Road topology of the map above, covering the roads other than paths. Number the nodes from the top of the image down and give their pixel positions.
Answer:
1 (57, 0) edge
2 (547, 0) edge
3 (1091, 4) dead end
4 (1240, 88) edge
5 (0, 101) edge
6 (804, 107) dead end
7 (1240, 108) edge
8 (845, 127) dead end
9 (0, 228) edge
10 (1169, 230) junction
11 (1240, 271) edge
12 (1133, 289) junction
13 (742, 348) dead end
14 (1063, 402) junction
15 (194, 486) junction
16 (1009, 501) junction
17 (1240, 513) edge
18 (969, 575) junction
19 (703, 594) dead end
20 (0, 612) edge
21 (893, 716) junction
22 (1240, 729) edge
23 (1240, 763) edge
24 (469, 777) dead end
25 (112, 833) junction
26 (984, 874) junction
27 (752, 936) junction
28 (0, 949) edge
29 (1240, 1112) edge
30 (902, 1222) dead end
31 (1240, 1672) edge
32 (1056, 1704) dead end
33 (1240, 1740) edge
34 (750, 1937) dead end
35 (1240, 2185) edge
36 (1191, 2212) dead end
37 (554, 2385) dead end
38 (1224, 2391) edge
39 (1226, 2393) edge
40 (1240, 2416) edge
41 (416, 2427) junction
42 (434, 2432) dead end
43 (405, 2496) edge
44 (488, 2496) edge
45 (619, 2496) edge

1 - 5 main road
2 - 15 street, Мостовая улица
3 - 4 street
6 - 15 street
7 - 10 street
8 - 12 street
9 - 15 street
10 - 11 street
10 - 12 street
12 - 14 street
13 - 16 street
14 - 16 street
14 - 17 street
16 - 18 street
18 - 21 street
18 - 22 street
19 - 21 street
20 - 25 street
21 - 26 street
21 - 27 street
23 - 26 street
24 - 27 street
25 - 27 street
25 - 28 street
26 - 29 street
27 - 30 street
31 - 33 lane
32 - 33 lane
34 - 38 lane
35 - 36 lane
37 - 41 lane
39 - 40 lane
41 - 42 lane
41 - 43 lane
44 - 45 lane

- - -

▶ Task description
Would you set down every entry again, exactly?

▶ Solution to this task
Road topology of the map above, covering the roads other than paths. Number the nodes from the top of the image down and give their pixel positions.
Answer:
1 (57, 0) edge
2 (547, 0) edge
3 (1091, 4) dead end
4 (1240, 88) edge
5 (0, 101) edge
6 (804, 107) dead end
7 (1240, 108) edge
8 (845, 127) dead end
9 (0, 228) edge
10 (1169, 230) junction
11 (1240, 271) edge
12 (1133, 289) junction
13 (742, 348) dead end
14 (1063, 402) junction
15 (194, 486) junction
16 (1009, 501) junction
17 (1240, 513) edge
18 (969, 575) junction
19 (703, 594) dead end
20 (0, 612) edge
21 (893, 716) junction
22 (1240, 729) edge
23 (1240, 763) edge
24 (469, 777) dead end
25 (112, 833) junction
26 (984, 874) junction
27 (752, 936) junction
28 (0, 949) edge
29 (1240, 1112) edge
30 (902, 1222) dead end
31 (1240, 1672) edge
32 (1056, 1704) dead end
33 (1240, 1740) edge
34 (750, 1937) dead end
35 (1240, 2185) edge
36 (1191, 2212) dead end
37 (554, 2385) dead end
38 (1224, 2391) edge
39 (1226, 2393) edge
40 (1240, 2416) edge
41 (416, 2427) junction
42 (434, 2432) dead end
43 (405, 2496) edge
44 (488, 2496) edge
45 (619, 2496) edge

1 - 5 main road
2 - 15 street, Мостовая улица
3 - 4 street
6 - 15 street
7 - 10 street
8 - 12 street
9 - 15 street
10 - 11 street
10 - 12 street
12 - 14 street
13 - 16 street
14 - 16 street
14 - 17 street
16 - 18 street
18 - 21 street
18 - 22 street
19 - 21 street
20 - 25 street
21 - 26 street
21 - 27 street
23 - 26 street
24 - 27 street
25 - 27 street
25 - 28 street
26 - 29 street
27 - 30 street
31 - 33 lane
32 - 33 lane
34 - 38 lane
35 - 36 lane
37 - 41 lane
39 - 40 lane
41 - 42 lane
41 - 43 lane
44 - 45 lane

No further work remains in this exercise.